__Exercise instructions__. Each entry is to be retyped exactly as it appears, and each image is to be dropped.

Stored items:
════════════════════
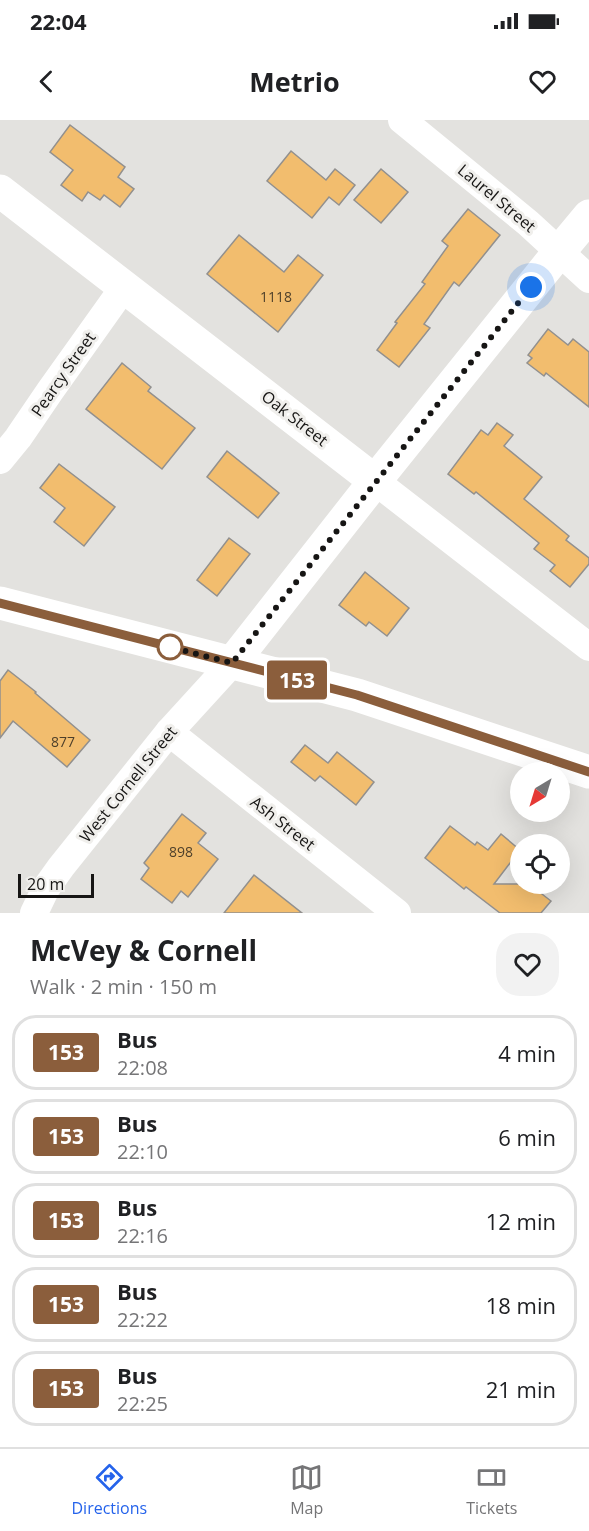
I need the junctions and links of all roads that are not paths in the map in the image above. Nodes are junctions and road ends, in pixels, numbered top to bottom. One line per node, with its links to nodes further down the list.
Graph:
1 (402, 120): 4 (street, Laurel Street)
2 (0, 191): 6 (street, Oak Street)
3 (589, 216): 4 (street)
4 (559, 252): 5 (street, Laurel Street); 8 (street)
5 (589, 279)
6 (124, 287): 7 (street, Pearcy Street); 8 (street, Oak Street)
7 (0, 460)
8 (375, 481): 10 (street, Oak Street); 11 (street)
9 (0, 603): 11 (street)
10 (589, 646)
11 (232, 663): 12 (street, West Cornell Street); 13 (street)
12 (169, 732): 14 (street, West Cornell Street); 15 (street, Ash Street)
13 (589, 772)
14 (34, 913)
15 (397, 913)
════════════════════
__Exercise result__.
I need the junctions and links of all roads that are not paths in the map in the image above. Nodes are junctions and road ends, in pixels, numbered top to bottom. One line per node, with its links to nodes further down the list.
Graph:
1 (402, 120): 4 (street, Laurel Street)
2 (0, 191): 6 (street, Oak Street)
3 (589, 216): 4 (street)
4 (559, 252): 5 (street, Laurel Street); 8 (street)
5 (589, 279)
6 (124, 287): 7 (street, Pearcy Street); 8 (street, Oak Street)
7 (0, 460)
8 (375, 481): 10 (street, Oak Street); 11 (street)
9 (0, 603): 11 (street)
10 (589, 646)
11 (232, 663): 12 (street, West Cornell Street); 13 (street)
12 (169, 732): 14 (street, West Cornell Street); 15 (street, Ash Street)
13 (589, 772)
14 (34, 913)
15 (397, 913)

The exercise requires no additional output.